Seneka Rootkit with TDSServ

Quads · ‎07-21-2008

Hi Guys

The file with the name TDSServ is used by more than one Malware under different names, The one that seems to be doing the rounds at the moment is the Variation that has the Seneka Rootkit, Can also enter on the back of "AntiVirus 2009"

This seems to be the order of removal for this nasty piece of work. The drivers are in use

1. You have to disable the drivers, Reboot, then Remove. By doing this,

Go to the "Control Panel" click on "System

Click on the "Hardware" tab.

Click on "Device Manager" to open it
Click 'View' in the menu and select 'Show Hidden Devices'
Expand the 'Non-Plug and Play' Drivers category
(If you find them, You can tell me), Right-click and 'Disable' "clbdriver.sys", "msqpdxserv.sys", "tdsserv.sys" (or tdssxyz.sys where xyz.sys are random characters), and/or "seneka.sys"

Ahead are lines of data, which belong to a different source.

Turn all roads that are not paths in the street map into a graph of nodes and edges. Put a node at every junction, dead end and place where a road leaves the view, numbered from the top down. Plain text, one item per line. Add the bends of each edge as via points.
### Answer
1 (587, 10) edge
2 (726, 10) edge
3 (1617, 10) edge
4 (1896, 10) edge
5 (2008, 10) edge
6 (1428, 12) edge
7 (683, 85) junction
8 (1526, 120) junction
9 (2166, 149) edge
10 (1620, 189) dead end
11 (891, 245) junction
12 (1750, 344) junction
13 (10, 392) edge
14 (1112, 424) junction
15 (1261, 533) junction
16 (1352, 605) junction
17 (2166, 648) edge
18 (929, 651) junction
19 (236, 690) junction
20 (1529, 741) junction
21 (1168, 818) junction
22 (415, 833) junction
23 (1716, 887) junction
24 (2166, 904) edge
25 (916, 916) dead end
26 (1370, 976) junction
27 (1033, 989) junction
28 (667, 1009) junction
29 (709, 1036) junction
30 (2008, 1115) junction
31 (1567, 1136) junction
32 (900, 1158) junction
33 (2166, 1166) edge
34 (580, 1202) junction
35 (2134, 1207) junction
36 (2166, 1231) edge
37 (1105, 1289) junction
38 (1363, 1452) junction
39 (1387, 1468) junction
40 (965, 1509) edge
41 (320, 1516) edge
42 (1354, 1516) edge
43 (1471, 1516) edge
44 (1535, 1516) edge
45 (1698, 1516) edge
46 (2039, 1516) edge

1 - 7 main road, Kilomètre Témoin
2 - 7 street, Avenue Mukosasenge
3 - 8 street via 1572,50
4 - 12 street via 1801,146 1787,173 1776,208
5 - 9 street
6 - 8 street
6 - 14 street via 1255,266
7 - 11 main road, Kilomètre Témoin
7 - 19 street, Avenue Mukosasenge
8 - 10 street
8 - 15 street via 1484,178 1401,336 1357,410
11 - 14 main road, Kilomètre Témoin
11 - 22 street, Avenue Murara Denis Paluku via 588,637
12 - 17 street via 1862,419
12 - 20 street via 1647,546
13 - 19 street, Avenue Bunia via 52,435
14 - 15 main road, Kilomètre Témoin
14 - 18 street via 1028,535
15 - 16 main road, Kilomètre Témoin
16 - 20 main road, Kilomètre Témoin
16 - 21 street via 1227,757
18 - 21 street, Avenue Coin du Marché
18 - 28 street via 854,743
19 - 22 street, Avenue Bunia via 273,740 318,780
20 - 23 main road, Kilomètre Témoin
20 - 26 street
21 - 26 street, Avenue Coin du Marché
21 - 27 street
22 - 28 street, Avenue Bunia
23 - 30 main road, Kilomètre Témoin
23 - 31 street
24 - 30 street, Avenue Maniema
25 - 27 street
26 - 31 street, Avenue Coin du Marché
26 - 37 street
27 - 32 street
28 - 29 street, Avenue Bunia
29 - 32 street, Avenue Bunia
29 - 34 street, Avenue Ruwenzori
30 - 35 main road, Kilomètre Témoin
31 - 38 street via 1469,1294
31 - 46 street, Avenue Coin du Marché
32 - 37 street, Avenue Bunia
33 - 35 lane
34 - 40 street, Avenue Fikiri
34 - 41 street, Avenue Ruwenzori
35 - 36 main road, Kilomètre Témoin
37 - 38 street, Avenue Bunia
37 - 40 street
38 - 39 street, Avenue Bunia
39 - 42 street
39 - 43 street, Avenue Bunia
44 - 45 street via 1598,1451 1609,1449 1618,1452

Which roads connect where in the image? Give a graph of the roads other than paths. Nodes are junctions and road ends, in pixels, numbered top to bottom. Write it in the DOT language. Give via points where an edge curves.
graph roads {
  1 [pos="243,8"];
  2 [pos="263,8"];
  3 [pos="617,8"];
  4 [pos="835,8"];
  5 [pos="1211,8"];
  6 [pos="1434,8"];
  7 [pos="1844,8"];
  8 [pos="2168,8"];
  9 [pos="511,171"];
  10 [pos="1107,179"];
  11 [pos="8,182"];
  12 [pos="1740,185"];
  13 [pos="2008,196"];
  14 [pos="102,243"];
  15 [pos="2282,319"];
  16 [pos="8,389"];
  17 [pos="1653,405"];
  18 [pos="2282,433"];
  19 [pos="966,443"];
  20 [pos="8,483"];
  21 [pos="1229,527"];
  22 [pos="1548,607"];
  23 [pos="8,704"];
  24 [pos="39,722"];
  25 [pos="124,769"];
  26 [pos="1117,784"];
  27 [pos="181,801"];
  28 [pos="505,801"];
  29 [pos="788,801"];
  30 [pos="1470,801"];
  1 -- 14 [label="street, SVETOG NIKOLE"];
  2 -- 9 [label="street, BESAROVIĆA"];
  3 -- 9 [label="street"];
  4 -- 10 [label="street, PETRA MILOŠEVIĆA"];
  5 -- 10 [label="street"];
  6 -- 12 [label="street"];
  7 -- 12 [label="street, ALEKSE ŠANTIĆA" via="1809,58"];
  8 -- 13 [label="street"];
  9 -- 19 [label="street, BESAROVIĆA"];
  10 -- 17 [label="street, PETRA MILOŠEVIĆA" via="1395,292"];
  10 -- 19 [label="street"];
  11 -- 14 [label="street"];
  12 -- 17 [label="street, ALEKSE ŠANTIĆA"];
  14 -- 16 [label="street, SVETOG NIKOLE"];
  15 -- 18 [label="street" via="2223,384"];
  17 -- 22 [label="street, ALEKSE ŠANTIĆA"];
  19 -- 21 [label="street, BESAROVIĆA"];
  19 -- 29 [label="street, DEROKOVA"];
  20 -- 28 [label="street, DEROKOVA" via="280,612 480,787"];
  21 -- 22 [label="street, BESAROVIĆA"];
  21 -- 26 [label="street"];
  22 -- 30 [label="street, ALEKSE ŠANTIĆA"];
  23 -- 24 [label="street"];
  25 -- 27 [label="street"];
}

Restart computer to Safe Mode
After restart, go back to Device Manager and right-click 'Uninstall' for the above drivers

Then Use the latest Version of "SDfix", Instructions

How to use SDFix:
1. Download SDFix and save to your Desktop.
2. Install SDFix: double-click on the SDFix. If a “Security Warning window opens”, click on the Run button.
3. Follow the prompts.
4. Reboot your PC in to Safe mode.

- Restart your computer
- After hearing your computer beep once during startup, but before the Windows icon appears, press F8.
- Instead of Windows loading as normal, a menu should appear
- Select the first option, to run Windows in Safe Mode.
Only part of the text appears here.